## Exercise
Copy all lines containing the string "edges" from the records below.

(Stored entries)
▬▬▬▬▬▬
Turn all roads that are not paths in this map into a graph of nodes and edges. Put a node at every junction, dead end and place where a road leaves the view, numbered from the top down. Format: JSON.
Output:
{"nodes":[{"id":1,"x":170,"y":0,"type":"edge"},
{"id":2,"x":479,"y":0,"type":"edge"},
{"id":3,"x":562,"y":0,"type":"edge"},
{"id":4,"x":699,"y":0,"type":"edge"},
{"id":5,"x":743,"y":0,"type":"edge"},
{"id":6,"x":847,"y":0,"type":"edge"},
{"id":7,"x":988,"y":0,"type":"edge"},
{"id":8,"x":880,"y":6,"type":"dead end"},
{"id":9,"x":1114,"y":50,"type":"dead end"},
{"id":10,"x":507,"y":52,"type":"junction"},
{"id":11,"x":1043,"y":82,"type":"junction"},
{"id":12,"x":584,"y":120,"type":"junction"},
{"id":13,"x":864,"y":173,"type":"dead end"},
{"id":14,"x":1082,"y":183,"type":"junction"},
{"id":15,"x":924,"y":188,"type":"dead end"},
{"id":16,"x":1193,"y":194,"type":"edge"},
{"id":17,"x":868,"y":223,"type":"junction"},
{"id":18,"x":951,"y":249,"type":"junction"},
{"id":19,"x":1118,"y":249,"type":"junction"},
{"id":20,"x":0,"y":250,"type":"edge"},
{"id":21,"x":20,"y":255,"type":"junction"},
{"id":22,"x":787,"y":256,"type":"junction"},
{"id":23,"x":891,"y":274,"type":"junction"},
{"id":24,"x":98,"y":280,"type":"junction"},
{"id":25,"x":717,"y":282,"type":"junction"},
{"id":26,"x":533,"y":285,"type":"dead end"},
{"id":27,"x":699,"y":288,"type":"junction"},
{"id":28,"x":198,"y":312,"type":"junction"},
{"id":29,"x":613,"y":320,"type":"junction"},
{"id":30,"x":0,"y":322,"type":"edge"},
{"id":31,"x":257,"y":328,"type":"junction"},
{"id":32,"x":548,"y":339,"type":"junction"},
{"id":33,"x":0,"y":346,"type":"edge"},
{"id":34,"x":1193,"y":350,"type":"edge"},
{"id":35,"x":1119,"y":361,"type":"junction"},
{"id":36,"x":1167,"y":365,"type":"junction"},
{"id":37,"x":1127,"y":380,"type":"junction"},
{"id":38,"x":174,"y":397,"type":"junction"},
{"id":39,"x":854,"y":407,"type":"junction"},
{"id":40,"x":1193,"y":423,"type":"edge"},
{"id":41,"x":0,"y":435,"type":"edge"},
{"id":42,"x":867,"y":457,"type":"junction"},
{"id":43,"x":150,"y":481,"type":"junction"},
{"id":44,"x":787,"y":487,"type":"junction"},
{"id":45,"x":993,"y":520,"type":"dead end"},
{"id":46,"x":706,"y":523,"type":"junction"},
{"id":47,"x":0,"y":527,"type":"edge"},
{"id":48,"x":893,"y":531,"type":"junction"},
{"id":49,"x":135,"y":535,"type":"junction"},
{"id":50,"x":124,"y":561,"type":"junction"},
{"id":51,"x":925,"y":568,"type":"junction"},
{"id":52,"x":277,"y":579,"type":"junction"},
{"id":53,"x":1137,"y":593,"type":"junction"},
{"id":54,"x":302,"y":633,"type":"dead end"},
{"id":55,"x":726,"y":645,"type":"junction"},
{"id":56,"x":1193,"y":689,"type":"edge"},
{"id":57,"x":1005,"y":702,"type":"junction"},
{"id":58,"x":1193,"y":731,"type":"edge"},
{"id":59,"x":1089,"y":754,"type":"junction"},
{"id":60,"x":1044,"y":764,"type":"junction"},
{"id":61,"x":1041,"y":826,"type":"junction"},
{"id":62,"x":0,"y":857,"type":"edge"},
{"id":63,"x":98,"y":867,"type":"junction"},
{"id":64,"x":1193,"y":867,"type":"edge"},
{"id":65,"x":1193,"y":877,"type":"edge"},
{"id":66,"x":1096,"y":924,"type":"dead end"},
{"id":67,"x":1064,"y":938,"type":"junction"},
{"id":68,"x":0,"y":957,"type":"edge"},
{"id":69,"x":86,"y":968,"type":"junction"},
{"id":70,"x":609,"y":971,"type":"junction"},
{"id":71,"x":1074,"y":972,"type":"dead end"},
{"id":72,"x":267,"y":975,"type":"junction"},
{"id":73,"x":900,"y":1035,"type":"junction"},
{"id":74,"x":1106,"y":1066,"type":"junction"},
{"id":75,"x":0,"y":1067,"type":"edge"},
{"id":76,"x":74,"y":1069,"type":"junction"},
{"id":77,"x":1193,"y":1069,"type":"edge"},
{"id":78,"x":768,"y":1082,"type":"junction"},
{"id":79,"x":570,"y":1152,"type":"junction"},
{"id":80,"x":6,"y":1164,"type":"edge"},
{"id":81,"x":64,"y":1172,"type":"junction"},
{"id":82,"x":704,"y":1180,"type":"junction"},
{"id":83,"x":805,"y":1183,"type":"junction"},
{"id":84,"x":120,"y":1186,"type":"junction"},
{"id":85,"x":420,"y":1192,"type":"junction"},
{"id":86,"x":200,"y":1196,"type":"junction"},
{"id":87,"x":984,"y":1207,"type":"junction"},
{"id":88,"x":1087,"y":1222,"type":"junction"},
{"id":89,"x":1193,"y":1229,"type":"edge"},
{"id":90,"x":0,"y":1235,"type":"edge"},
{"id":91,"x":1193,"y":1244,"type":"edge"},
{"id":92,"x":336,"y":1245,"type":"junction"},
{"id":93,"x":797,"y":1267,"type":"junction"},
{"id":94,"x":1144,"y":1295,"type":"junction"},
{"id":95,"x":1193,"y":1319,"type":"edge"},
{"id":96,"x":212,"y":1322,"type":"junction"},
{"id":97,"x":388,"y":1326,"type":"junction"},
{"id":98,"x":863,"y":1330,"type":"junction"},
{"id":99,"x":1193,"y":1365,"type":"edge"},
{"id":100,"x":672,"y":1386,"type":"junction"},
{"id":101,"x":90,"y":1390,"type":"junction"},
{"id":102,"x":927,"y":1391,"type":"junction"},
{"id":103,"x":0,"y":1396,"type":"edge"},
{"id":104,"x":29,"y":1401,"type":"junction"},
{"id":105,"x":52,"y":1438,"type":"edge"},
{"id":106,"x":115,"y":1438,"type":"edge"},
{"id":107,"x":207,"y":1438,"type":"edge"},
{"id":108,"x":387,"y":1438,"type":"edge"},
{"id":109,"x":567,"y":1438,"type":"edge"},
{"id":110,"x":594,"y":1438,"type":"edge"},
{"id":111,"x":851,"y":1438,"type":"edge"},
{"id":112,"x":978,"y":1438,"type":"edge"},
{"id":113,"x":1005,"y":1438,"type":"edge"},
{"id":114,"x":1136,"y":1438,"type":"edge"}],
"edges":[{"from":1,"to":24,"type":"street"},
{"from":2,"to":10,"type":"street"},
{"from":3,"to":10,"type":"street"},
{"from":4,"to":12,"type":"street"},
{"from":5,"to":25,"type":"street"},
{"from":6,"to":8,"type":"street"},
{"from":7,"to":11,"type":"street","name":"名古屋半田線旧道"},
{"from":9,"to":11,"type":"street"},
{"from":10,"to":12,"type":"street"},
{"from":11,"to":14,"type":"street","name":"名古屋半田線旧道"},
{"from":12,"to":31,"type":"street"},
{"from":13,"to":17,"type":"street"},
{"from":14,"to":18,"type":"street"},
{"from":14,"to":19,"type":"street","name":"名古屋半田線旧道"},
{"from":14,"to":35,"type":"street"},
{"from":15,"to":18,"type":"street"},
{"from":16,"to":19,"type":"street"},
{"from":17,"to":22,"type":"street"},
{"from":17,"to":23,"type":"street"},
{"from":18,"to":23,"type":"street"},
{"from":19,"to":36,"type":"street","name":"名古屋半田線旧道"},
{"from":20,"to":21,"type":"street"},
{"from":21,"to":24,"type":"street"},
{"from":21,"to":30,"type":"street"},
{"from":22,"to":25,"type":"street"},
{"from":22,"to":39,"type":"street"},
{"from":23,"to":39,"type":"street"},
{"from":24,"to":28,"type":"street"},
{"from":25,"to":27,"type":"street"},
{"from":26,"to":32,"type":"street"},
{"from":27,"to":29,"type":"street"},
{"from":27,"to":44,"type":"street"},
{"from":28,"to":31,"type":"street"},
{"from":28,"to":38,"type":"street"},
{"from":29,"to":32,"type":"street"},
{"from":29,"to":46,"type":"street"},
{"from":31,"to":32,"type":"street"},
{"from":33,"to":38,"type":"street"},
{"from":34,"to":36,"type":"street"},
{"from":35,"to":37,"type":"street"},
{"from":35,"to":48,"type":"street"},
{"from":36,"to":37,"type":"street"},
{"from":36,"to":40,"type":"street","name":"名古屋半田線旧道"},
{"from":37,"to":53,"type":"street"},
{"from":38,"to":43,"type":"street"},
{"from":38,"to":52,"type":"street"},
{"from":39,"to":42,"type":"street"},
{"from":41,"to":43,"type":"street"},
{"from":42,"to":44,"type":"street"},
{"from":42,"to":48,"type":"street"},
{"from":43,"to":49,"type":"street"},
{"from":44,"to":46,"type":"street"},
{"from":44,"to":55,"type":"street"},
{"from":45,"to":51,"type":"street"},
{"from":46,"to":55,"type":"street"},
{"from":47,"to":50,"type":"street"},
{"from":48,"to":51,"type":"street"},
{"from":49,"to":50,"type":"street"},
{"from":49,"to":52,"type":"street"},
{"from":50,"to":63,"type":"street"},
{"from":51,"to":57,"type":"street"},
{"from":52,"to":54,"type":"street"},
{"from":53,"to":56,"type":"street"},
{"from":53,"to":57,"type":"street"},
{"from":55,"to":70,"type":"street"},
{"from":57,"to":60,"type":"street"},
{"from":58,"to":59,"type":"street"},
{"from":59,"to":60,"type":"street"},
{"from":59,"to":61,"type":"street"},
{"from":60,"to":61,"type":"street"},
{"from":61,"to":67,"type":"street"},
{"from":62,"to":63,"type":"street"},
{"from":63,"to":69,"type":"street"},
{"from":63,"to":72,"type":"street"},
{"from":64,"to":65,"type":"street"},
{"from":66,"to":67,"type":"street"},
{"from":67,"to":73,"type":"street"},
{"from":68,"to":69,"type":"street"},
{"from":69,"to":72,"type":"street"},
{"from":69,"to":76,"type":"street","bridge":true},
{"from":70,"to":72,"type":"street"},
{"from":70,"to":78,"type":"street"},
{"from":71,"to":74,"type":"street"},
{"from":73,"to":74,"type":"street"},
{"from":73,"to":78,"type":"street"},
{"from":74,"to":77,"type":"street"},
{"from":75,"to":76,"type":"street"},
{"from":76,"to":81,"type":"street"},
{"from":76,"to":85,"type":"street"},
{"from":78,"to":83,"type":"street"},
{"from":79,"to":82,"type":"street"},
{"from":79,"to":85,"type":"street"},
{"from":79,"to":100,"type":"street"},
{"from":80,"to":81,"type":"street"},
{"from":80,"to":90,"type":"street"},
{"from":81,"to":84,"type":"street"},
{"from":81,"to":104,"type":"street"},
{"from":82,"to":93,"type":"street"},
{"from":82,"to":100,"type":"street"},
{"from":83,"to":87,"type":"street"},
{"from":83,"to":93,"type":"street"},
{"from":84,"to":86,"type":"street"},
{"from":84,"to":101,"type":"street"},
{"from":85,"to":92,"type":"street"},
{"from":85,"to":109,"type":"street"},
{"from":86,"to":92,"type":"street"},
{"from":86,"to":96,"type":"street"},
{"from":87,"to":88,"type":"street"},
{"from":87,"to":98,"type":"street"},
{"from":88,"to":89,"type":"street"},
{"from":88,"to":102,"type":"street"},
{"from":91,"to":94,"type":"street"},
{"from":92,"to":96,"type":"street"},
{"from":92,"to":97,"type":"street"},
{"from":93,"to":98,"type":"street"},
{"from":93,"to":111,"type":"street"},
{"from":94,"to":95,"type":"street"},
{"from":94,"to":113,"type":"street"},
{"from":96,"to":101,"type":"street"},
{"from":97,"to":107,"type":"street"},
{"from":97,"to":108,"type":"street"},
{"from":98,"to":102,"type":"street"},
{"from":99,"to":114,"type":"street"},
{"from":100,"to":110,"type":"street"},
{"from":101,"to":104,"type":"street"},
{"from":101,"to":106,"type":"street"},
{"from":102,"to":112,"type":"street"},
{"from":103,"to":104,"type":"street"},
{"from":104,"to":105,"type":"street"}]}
▬▬▬▬▬▬
## Reply
Turn all roads that are not paths in this map into a graph of nodes and edges. Put a node at every junction, dead end and place where a road leaves the view, numbered from the top down. Format: JSON.
"edges":[{"from":1,"to":24,"type":"street"},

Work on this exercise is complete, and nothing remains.